Simon Thomas (Ceredigion) was worried about the Energy Minister’s assertion on the day on which the White Paper was published that renewables and energy efficiency had five years to prove themselves. After seeing nuclear energy commit suicide and then digging up the body, we can give more hope to energy efficiency and renewables. Let us not wait for five years until they have proved themselves. Let us work with them to ensure that they prove themselves, because they may be our only real option for a low-carbon future.’

Brian Wilson (who was then Energy Minister) responded: I am not complaining, but I am being slightly misrepresented. I was saying that we will have a much clearer idea of what carbon reduction renewables and energy efficiency will deliver by about 2008. There will have to be a reassessment then. I never undermined the objective. I believe that there should be maximum support, which I hope that we are giving, to both those pillars of our policy. If they deliver what we hope of them by 2008, no one will cheer louder than I will.’
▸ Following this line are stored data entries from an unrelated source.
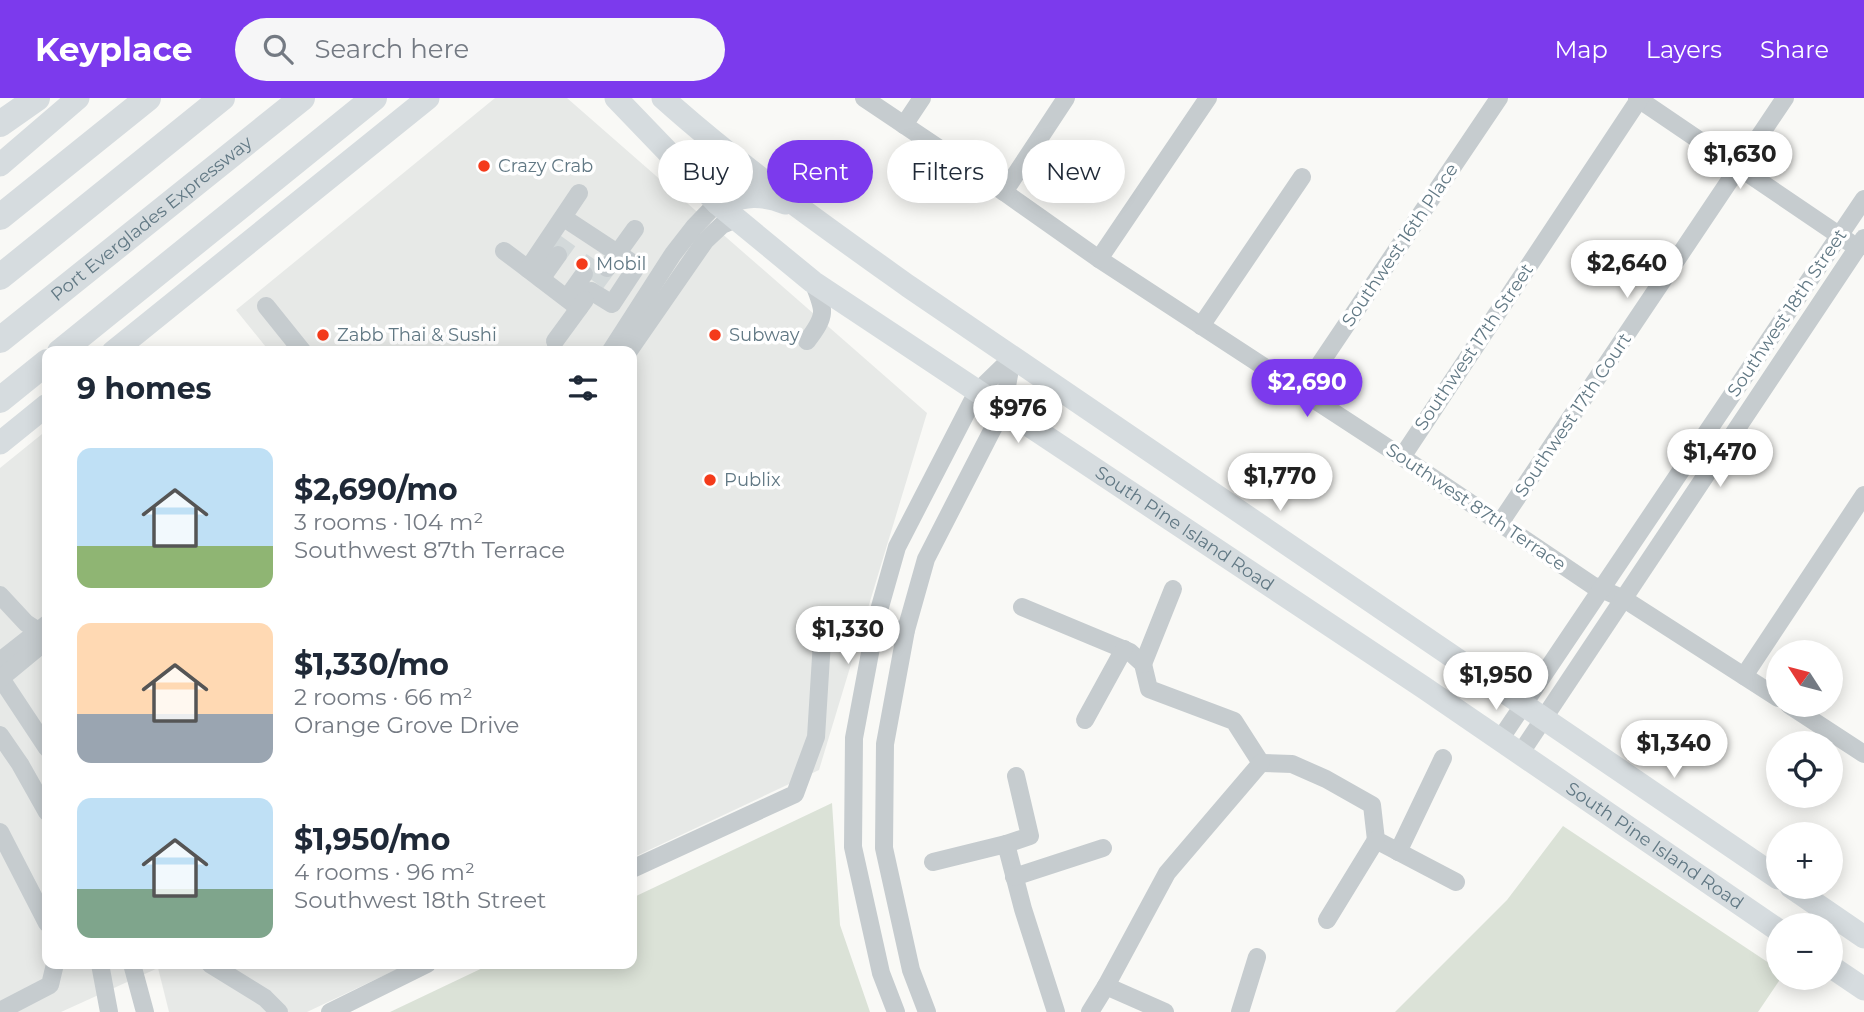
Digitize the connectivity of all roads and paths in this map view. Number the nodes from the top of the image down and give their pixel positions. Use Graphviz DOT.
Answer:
graph roads {
  1 [pos="37,98"];
  2 [pos="78,98"];
  3 [pos="148,98"];
  4 [pos="222,98"];
  5 [pos="302,98"];
  6 [pos="374,98"];
  7 [pos="428,98"];
  8 [pos="616,98"];
  9 [pos="663,98"];
  10 [pos="864,98"];
  11 [pos="922,98"];
  12 [pos="1066,98"];
  13 [pos="1208,98"];
  14 [pos="1499,98"];
  15 [pos="1639,98"];
  16 [pos="1786,98"];
  17 [pos="0,124"];
  18 [pos="904,125"];
  19 [pos="926,140"];
  20 [pos="658,142"];
  21 [pos="0,164"];
  22 [pos="1740,167"];
  23 [pos="1303,177"];
  24 [pos="1008,186"];
  25 [pos="579,193"];
  26 [pos="1008,195"];
  27 [pos="753,196"];
  28 [pos="1864,199"];
  29 [pos="717,203"];
  30 [pos="799,209"];
  31 [pos="0,217"];
  32 [pos="736,219"];
  33 [pos="635,229"];
  34 [pos="567,235"];
  35 [pos="1839,236"];
  36 [pos="1862,246"];
  37 [pos="504,251"];
  38 [pos="1099,259"];
  39 [pos="599,268"];
  40 [pos="535,274"];
  41 [pos="0,277"];
  42 [pos="813,282"];
  43 [pos="573,303"];
  44 [pos="267,306"];
  45 [pos="1201,326"];
  46 [pos="0,340"];
  47 [pos="555,341"];
  48 [pos="807,341"];
  49 [pos="67,346"];
  50 [pos="120,346"];
  51 [pos="298,346"];
  52 [pos="614,346"];
  53 [pos="632,346"];
  54 [pos="1012,358"];
  55 [pos="42,366"];
  56 [pos="977,392"];
  57 [pos="1301,392"];
  58 [pos="0,400"];
  59 [pos="42,409"];
  60 [pos="1003,409"];
  61 [pos="0,443"];
  62 [pos="1402,457"];
  63 [pos="1864,495"];
  64 [pos="1500,523"];
  65 [pos="1173,589"];
  66 [pos="1602,590"];
  67 [pos="0,595"];
  68 [pos="1623,599"];
  69 [pos="1022,607"];
  70 [pos="874,628"];
  71 [pos="906,629"];
  72 [pos="42,631"];
  73 [pos="42,633"];
  74 [pos="42,634"];
  75 [pos="1124,649"];
  76 [pos="0,661"];
  77 [pos="1143,664"];
  78 [pos="1744,676"];
  79 [pos="0,677"];
  80 [pos="1766,690"];
  81 [pos="1524,705"];
  82 [pos="1544,718"];
  83 [pos="1810,718"];
  84 [pos="1085,720"];
  85 [pos="0,735"];
  86 [pos="886,736"];
  87 [pos="855,738"];
  88 [pos="42,740"];
  89 [pos="1499,741"];
  90 [pos="1863,751"];
  91 [pos="1520,754"];
  92 [pos="1443,758"];
  93 [pos="1261,763"];
  94 [pos="1016,776"];
  95 [pos="42,803"];
  96 [pos="0,832"];
  97 [pos="1377,840"];
  98 [pos="1006,844"];
  99 [pos="1103,848"];
  100 [pos="1398,852"];
  101 [pos="933,862"];
  102 [pos="637,867"];
  103 [pos="1766,870"];
  104 [pos="1014,877"];
  105 [pos="1456,882"];
  106 [pos="1809,899"];
  107 [pos="42,913"];
  108 [pos="1327,920"];
  109 [pos="1766,922"];
  110 [pos="1864,937"];
  111 [pos="1257,957"];
  112 [pos="54,969"];
  113 [pos="101,969"];
  114 [pos="133,969"];
  115 [pos="218,969"];
  116 [pos="417,969"];
  117 [pos="1843,975"];
  118 [pos="1106,986"];
  119 [pos="1864,989"];
  120 [pos="0,1011"];
  121 [pos="110,1012"];
  122 [pos="145,1012"];
  123 [pos="279,1012"];
  124 [pos="330,1012"];
  125 [pos="897,1012"];
  126 [pos="927,1012"];
  127 [pos="1056,1012"];
  128 [pos="1090,1012"];
  129 [pos="1165,1012"];
  130 [pos="1240,1012"];
  1 -- 17 [label="highway"];
  2 -- 21 [label="main road"];
  3 -- 31 [label="highway"];
  4 -- 41 [label="highway"];
  5 -- 46 [label="highway, Port Everglades Expressway"];
  6 -- 49 [label="highway"];
  7 -- 50 [label="main road"];
  8 -- 20 [label="main road, South Pine Island Road"];
  9 -- 30 [label="main road"];
  10 -- 18 [label="street, Southwest 87th Terrace"];
  11 -- 18 [label="street"];
  12 -- 24 [label="street"];
  13 -- 38 [label="street"];
  14 -- 57 [label="street, Southwest 16th Place"];
  15 -- 22 [label="street"];
  15 -- 62 [label="street, Southwest 17th Street"];
  16 -- 22 [label="street, Southwest 17th Court"];
  18 -- 19 [label="street, Southwest 87th Terrace"];
  22 -- 35 [label="street"];
  22 -- 64 [label="street, Southwest 17th Court"];
  23 -- 45 [label="street"];
  25 -- 34 [label="street"];
  26 -- 38 [label="street, Southwest 87th Terrace"];
  27 -- 30 [label="main road"];
  28 -- 35 [label="street, Southwest 18th Street"];
  29 -- 32 [label="main road, South Pine Island Road"];
  29 -- 52 [label="street"];
  30 -- 54 [label="main road"];
  32 -- 42 [label="main road, South Pine Island Road"];
  32 -- 53 [label="street"];
  33 -- 39 [label="street"];
  34 -- 39 [label="street"];
  34 -- 40 [label="street"];
  34 -- 40 [label="street"];
  35 -- 36 [label="street"];
  35 -- 66 [label="street, Southwest 18th Street"];
  36 -- 68 [label="street, Southwest 18th Street"];
  37 -- 40 [label="street"];
  38 -- 45 [label="street, Southwest 87th Terrace"];
  39 -- 43 [label="street"];
  40 -- 43 [label="street"];
  42 -- 48 [label="street"];
  42 -- 56 [label="main road, South Pine Island Road"];
  43 -- 47 [label="street"];
  44 -- 51 [label="street"];
  45 -- 57 [label="street, Southwest 87th Terrace"];
  54 -- 56 [label="street"];
  54 -- 60 [label="street"];
  54 -- 81 [label="main road"];
  55 -- 58 [label="highway"];
  56 -- 60 [label="main road, South Pine Island Road"];
  56 -- 70 [label="street"];
  57 -- 62 [label="street, Southwest 87th Terrace"];
  59 -- 61 [label="main road"];
  60 -- 71 [label="street"];
  60 -- 89 [label="main road, South Pine Island Road"];
  62 -- 64 [label="street, Southwest 87th Terrace"];
  63 -- 78 [label="street"];
  64 -- 66 [label="street, Southwest 87th Terrace"];
  65 -- 77 [label="street"];
  66 -- 68 [label="street, Southwest 87th Terrace"];
  66 -- 81 [label="street, Southwest 18th Street"];
  67 -- 72 [label="street"];
  68 -- 78 [label="street, Southwest 87th Terrace"];
  68 -- 82 [label="street, Southwest 18th Street"];
  69 -- 75 [label="street"];
  70 -- 71 [label="street"];
  70 -- 87 [label="street"];
  70 -- 102 [label="street"];
  71 -- 86 [label="street"];
  73 -- 76 [label="street"];
  74 -- 79 [label="street"];
  75 -- 77 [label="street"];
  75 -- 84 [label="street"];
  77 -- 93 [label="street"];
  78 -- 80 [label="street, Southwest 87th Terrace"];
  79 -- 88 [label="street"];
  81 -- 82 [label="main road"];
  81 -- 89 [label="street, Southwest 18th Street"];
  82 -- 91 [label="street, Southwest 18th Street"];
  82 -- 103 [label="main road"];
  83 -- 90 [label="street"];
  85 -- 95 [label="street"];
  86 -- 87 [label="street"];
  86 -- 126 [label="street"];
  87 -- 125 [label="street"];
  89 -- 91 [label="main road, South Pine Island Road"];
  91 -- 109 [label="main road, South Pine Island Road"];
  92 -- 100 [label="street"];
  93 -- 97 [label="street"];
  93 -- 118 [label="street"];
  94 -- 98 [label="street"];
  96 -- 107 [label="street"];
  97 -- 100 [label="street"];
  97 -- 108 [label="street"];
  98 -- 101 [label="street"];
  98 -- 104 [label="street"];
  99 -- 104 [label="street"];
  100 -- 105 [label="street"];
  104 -- 127 [label="street"];
  106 -- 110 [label="main road"];
  111 -- 130 [label="street"];
  112 -- 120 [label="street"];
  113 -- 121 [label="street"];
  114 -- 122 [label="street"];
  115 -- 123 [label="street"];
  116 -- 124 [label="street"];
  117 -- 119 [label="main road"];
  118 -- 128 [label="street"];
  118 -- 129 [label="street"];
}
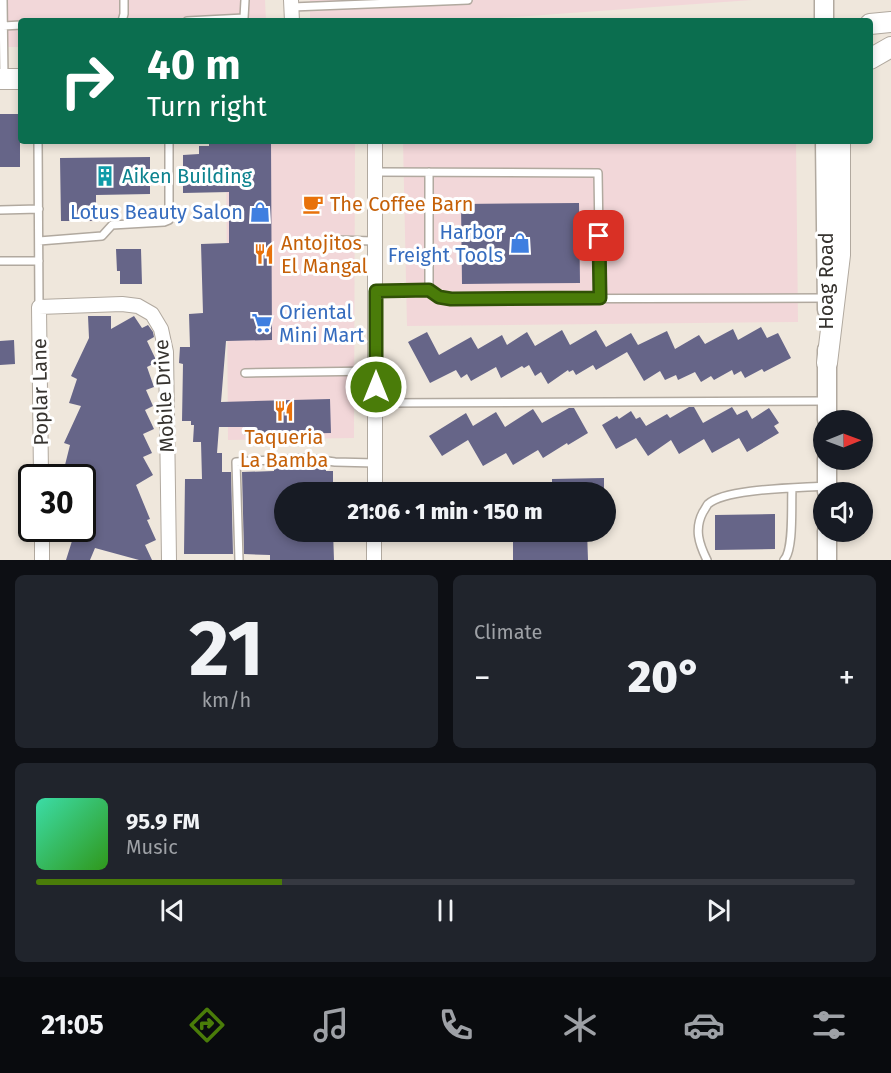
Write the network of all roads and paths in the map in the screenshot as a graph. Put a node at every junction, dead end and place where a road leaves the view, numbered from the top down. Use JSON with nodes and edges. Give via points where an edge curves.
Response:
{"nodes":[{"id":1,"x":3,"y":0,"type":"edge"},
{"id":2,"x":124,"y":0,"type":"edge"},
{"id":3,"x":245,"y":0,"type":"edge"},
{"id":4,"x":463,"y":0,"type":"edge"},
{"id":5,"x":468,"y":0,"type":"edge"},
{"id":6,"x":824,"y":0,"type":"edge"},
{"id":7,"x":292,"y":9,"type":"edge"},
{"id":8,"x":123,"y":18,"type":"edge"},
{"id":9,"x":244,"y":18,"type":"edge"},
{"id":10,"x":824,"y":18,"type":"edge"},
{"id":11,"x":891,"y":22,"type":"edge"},
{"id":12,"x":873,"y":24,"type":"edge"},
{"id":13,"x":18,"y":25,"type":"edge"},
{"id":14,"x":3,"y":26,"type":"junction"},
{"id":15,"x":891,"y":47,"type":"edge"},
{"id":16,"x":873,"y":57,"type":"edge"},
{"id":17,"x":8,"y":79,"type":"edge"},
{"id":18,"x":38,"y":144,"type":"edge"},
{"id":19,"x":169,"y":144,"type":"edge"},
{"id":20,"x":375,"y":144,"type":"edge"},
{"id":21,"x":825,"y":144,"type":"edge"},
{"id":22,"x":840,"y":144,"type":"edge"},
{"id":23,"x":375,"y":172,"type":"junction"},
{"id":24,"x":429,"y":172,"type":"junction"},
{"id":25,"x":39,"y":209,"type":"junction"},
{"id":26,"x":0,"y":210,"type":"edge"},
{"id":27,"x":333,"y":240,"type":"dead end"},
{"id":28,"x":39,"y":241,"type":"junction"},
{"id":29,"x":376,"y":241,"type":"junction"},
{"id":30,"x":0,"y":261,"type":"edge"},
{"id":31,"x":39,"y":261,"type":"junction"},
{"id":32,"x":429,"y":290,"type":"junction"},
{"id":33,"x":376,"y":291,"type":"junction"},
{"id":34,"x":600,"y":298,"type":"junction"},
{"id":35,"x":827,"y":298,"type":"junction"},
{"id":36,"x":39,"y":307,"type":"junction"},
{"id":37,"x":827,"y":363,"type":"junction"},
{"id":38,"x":376,"y":371,"type":"junction"},
{"id":39,"x":245,"y":373,"type":"dead end"},
{"id":40,"x":828,"y":401,"type":"junction"},
{"id":41,"x":376,"y":404,"type":"junction"},
{"id":42,"x":828,"y":410,"type":"edge"},
{"id":43,"x":375,"y":463,"type":"junction"},
{"id":44,"x":41,"y":464,"type":"edge"},
{"id":45,"x":375,"y":482,"type":"edge"},
{"id":46,"x":792,"y":489,"type":"junction"},
{"id":47,"x":813,"y":489,"type":"edge"},
{"id":48,"x":42,"y":542,"type":"edge"},
{"id":49,"x":374,"y":542,"type":"edge"},
{"id":50,"x":827,"y":542,"type":"edge"},
{"id":51,"x":42,"y":560,"type":"edge"},
{"id":52,"x":169,"y":560,"type":"edge"},
{"id":53,"x":239,"y":560,"type":"edge"},
{"id":54,"x":374,"y":560,"type":"edge"},
{"id":55,"x":707,"y":560,"type":"edge"},
{"id":56,"x":784,"y":560,"type":"edge"},
{"id":57,"x":827,"y":560,"type":"edge"}],
"edges":[{"from":1,"to":14,"type":"lane"},
{"from":2,"to":8,"type":"lane"},
{"from":3,"to":9,"type":"lane"},
{"from":4,"to":5,"type":"lane"},
{"from":4,"to":7,"type":"lane"},
{"from":6,"to":10,"type":"street"},
{"from":11,"to":12,"type":"main road"},
{"from":13,"to":14,"type":"lane"},
{"from":14,"to":17,"type":"lane"},
{"from":15,"to":16,"type":"main road"},
{"from":18,"to":25,"type":"lane"},
{"from":19,"to":28,"type":"lane","via":[[169,220],[112,225],[102,236]]},
{"from":20,"to":23,"type":"street"},
{"from":21,"to":35,"type":"street","name":"Hoag Road"},
{"from":22,"to":37,"type":"main road","via":[[840,255]]},
{"from":23,"to":24,"type":"lane"},
{"from":23,"to":29,"type":"street"},
{"from":24,"to":32,"type":"lane"},
{"from":24,"to":34,"type":"lane","via":[[598,173]]},
{"from":25,"to":26,"type":"lane"},
{"from":25,"to":28,"type":"lane"},
{"from":27,"to":29,"type":"lane"},
{"from":28,"to":31,"type":"lane"},
{"from":29,"to":33,"type":"street"},
{"from":30,"to":31,"type":"lane"},
{"from":31,"to":36,"type":"lane"},
{"from":32,"to":33,"type":"lane"},
{"from":32,"to":34,"type":"lane","via":[[451,299]]},
{"from":33,"to":38,"type":"street"},
{"from":34,"to":35,"type":"lane"},
{"from":35,"to":37,"type":"street","name":"Hoag Road"},
{"from":36,"to":44,"type":"street","name":"Poplar Lane"},
{"from":36,"to":52,"type":"street","name":"Mobile Drive","via":[[138,306],[152,314],[161,329],[166,352]]},
{"from":37,"to":40,"type":"street","name":"Hoag Road"},
{"from":38,"to":39,"type":"lane"},
{"from":38,"to":41,"type":"street"},
{"from":40,"to":41,"type":"lane"},
{"from":40,"to":42,"type":"street","name":"Hoag Road"},
{"from":41,"to":43,"type":"street"},
{"from":43,"to":45,"type":"street"},
{"from":43,"to":53,"type":"lane","via":[[305,458],[236,462]]},
{"from":46,"to":47,"type":"lane"},
{"from":46,"to":55,"type":"lane","via":[[728,495],[707,504],[697,532]]},
{"from":46,"to":56,"type":"lane","via":[[790,544]]},
{"from":48,"to":51,"type":"street"},
{"from":49,"to":54,"type":"street"},
{"from":50,"to":57,"type":"street"}]}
However O’Neill came back in support of nuclear power. He claimed that MARKAL based studies had shown that ‘energy prices would be something like 260% more than we would pay if we had a 40 % nuclear contribution’.

Dr. Desmond Turner (Brighton Kempton) responded: ‘There is no way that the substitution of renewables for nuclear or other power sources could carry the sort of financial penalty that he suggests, unless their generations costs were two and a half times higher than current commercial generation costs. I am satisfied that that is not the case for wind power. I am satisfied also that that will not be anywhere near the case for wave and tidal power; indeed, when they are fully exploited, generation costs will be little different from current commercial levels.’

He argued that although we had wasted 20 years ignoring wave and tidal,‘’the future lies offshore. We have a unique strength compared with the rest of the world.’

Not everyone was happy with this sort of commitment. Tony McWalter (Hemel Hempstead) was worried that ‘in picking the winner of wave and tidal energy, we are throwing all the other horses out of the race’. And although Brian Wilson confirmed his strong support for wave and tidal power, but he evidently couldn’t resist one parting shot on the gap between aspirations and reality. When it was mentioned that the wave project in Islay was being used to generate power for Greenpeace’s green bus, he commented ‘I do not want to be a wet blanket amid all this enthusiasm but, the last I heard, it was broken down beside the swimming pool’.

But Turner put it in a wider perspective-comparing other countries R&D spending on renewables: ‘We are just about matching Finland, which has a much smaller population, and are spending less than the Netherlands, which has only 10 % of our population. We spend one eighth of the French budget, one quarter of Italian investment, one sixtieth of what the Japanese are spending and about one fortieth of what the Americans are investing.’